In his 1879 address to Convention, Bishop Whittingham said, “Another venerable Presbyter, the Rev. Harrison H. Webb, partly of African descent, has been taken at the ripe age of seventy-five, on December 12 last. Deprived of the advantage of liberal education in his youth, he had laboriously qualified himself in riper years for admission to the holy ministry, which he received and exercised for more than twenty years in St. James’ African Church in this city. He was never at any period of his ministry independent of his own labor in a secular calling for support, but faithfully and patiently strove, in spite of many difficulties and hindrances, to fulfil [sic] his ministry in which, to the very last, he took supreme delight.”

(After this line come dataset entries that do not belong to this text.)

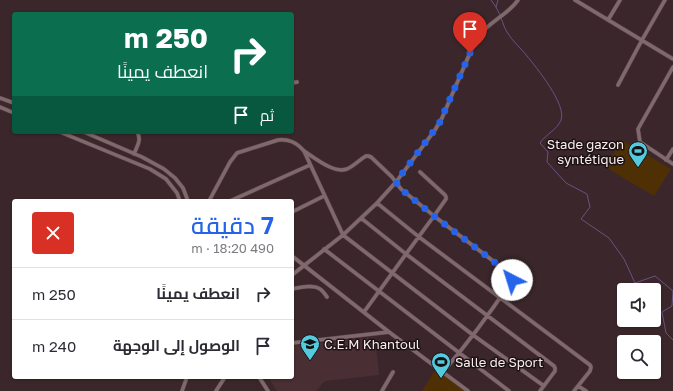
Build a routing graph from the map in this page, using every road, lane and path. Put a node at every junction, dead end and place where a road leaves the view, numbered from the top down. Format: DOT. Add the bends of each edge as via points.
graph roads {
  1 [pos="518,0"];
  2 [pos="575,0"];
  3 [pos="620,0"];
  4 [pos="665,0"];
  5 [pos="608,20"];
  6 [pos="642,40"];
  7 [pos="673,59"];
  8 [pos="673,67"];
  9 [pos="297,82"];
  10 [pos="294,83"];
  11 [pos="618,85"];
  12 [pos="0,98"];
  13 [pos="12,102"];
  14 [pos="0,107"];
  15 [pos="12,112"];
  16 [pos="65,134"];
  17 [pos="89,134"];
  18 [pos="139,134"];
  19 [pos="673,148"];
  20 [pos="304,151"];
  21 [pos="134,154"];
  22 [pos="666,160"];
  23 [pos="673,164"];
  24 [pos="310,165"];
  25 [pos="420,172"];
  26 [pos="396,182"];
  27 [pos="324,196"];
  28 [pos="179,199"];
  29 [pos="187,199"];
  30 [pos="210,199"];
  31 [pos="234,199"];
  32 [pos="377,203"];
  33 [pos="294,211"];
  34 [pos="434,216"];
  35 [pos="361,218"];
  36 [pos="343,235"];
  37 [pos="419,237"];
  38 [pos="324,249"];
  39 [pos="406,254"];
  40 [pos="294,258"];
  41 [pos="304,266"];
  42 [pos="393,273"];
  43 [pos="294,274"];
  44 [pos="294,289"];
  45 [pos="380,291"];
  46 [pos="327,297"];
  47 [pos="501,297"];
  48 [pos="364,312"];
  49 [pos="487,316"];
  50 [pos="389,332"];
  51 [pos="474,335"];
  52 [pos="294,343"];
  53 [pos="459,353"];
  54 [pos="393,372"];
  55 [pos="443,372"];
  56 [pos="186,379"];
  57 [pos="224,379"];
  58 [pos="260,379"];
  59 [pos="544,386"];
  60 [pos="578,386"];
  61 [pos="182,391"];
  62 [pos="216,391"];
  63 [pos="268,391"];
  64 [pos="382,391"];
  65 [pos="468,391"];
  66 [pos="509,391"];
  67 [pos="540,391"];
  68 [pos="574,391"];
  69 [pos="586,391"];
  1 -- 26 [label="street" via="476,39 439,124"];
  2 -- 5 [label="street"];
  3 -- 5 [label="street"];
  4 -- 6 [label="street"];
  5 -- 6 [label="street"];
  6 -- 7 [label="street"];
  6 -- 11 [label="street"];
  8 -- 22 [label="street" via="638,129 640,142"];
  9 -- 10 [label="street"];
  12 -- 13 [label="street"];
  14 -- 15 [label="street"];
  16 -- 28 [label="street" via="150,169 166,179"];
  17 -- 21 [label="street"];
  18 -- 21 [label="street"];
  19 -- 22 [label="street"];
  20 -- 24 [label="street"];
  20 -- 26 [label="street" via="338,170 346,169 368,156"];
  20 -- 30 [label="street" via="295,143 278,140 237,153"];
  21 -- 29 [label="street" via="164,169 175,178"];
  22 -- 23 [label="street"];
  24 -- 27 [label="street"];
  24 -- 31 [label="street"];
  25 -- 34 [label="street" via="446,197"];
  26 -- 32 [label="street"];
  26 -- 34 [label="street"];
  27 -- 33 [label="street"];
  27 -- 36 [label="street"];
  32 -- 35 [label="street"];
  32 -- 37 [label="street"];
  34 -- 37 [label="street"];
  34 -- 47 [label="street" via="511,276 512,280"];
  35 -- 36 [label="street"];
  35 -- 39 [label="street"];
  36 -- 38 [label="street"];
  36 -- 42 [label="street"];
  37 -- 39 [label="street"];
  37 -- 47 [label="street"];
  38 -- 41 [label="street"];
  38 -- 45 [label="street"];
  39 -- 42 [label="street"];
  39 -- 49 [label="street"];
  40 -- 41 [label="street"];
  41 -- 43 [label="street"];
  41 -- 48 [label="street"];
  42 -- 45 [label="street"];
  42 -- 51 [label="street"];
  44 -- 46 [label="street" via="316,287"];
  45 -- 48 [label="street"];
  45 -- 53 [label="street"];
  47 -- 49 [label="street"];
  47 -- 60 [label="street" via="591,366"];
  48 -- 50 [label="street"];
  49 -- 51 [label="street"];
  49 -- 59 [label="street" via="554,366 554,371"];
  50 -- 52 [label="street"];
  50 -- 55 [label="street"];
  51 -- 53 [label="street"];
  51 -- 59 [label="street"];
  53 -- 55 [label="street"];
  53 -- 66 [label="street"];
  54 -- 64 [label="street"];
  55 -- 65 [label="street"];
  56 -- 61 [label="street"];
  57 -- 62 [label="street"];
  58 -- 63 [label="street"];
  59 -- 67 [label="street"];
  60 -- 68 [label="street"];
  60 -- 69 [label="street"];
}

John McJilton encouraged St. James’ Church to raise up from her own congregation men for the priesthood, which they did – both before and after the Civil War. He was committed to promoting the rights of African-Americans, as evidenced by his work with the Baltimore City public schools. Elected treasurer to the Board of School Commissioners in 1849, he was an advocate for reform of the school system, and was elected the first Superintendent of Public Instruction in 1867. He established two schools for African-American children in, but because he had not insured a direct appropriation for these specific schools, the City Register refused to pay the bills for teachers’ salaries and building maintenance. In a letter to the Baltimore American, McJilton maintained that these schools automatically became a part of the school system, and were entitled to share in the common school funds, but the School Board disagreed with him and fired him. McJilton left Baltimore for New York shortly thereafter.
As models of courage, Eli Stokes, Harrison Webb and John McJilton deserve recognition as leaders in the ongoing struggle for equality and justice in the city of Baltimore, in the Episcopal Church and in our public schools.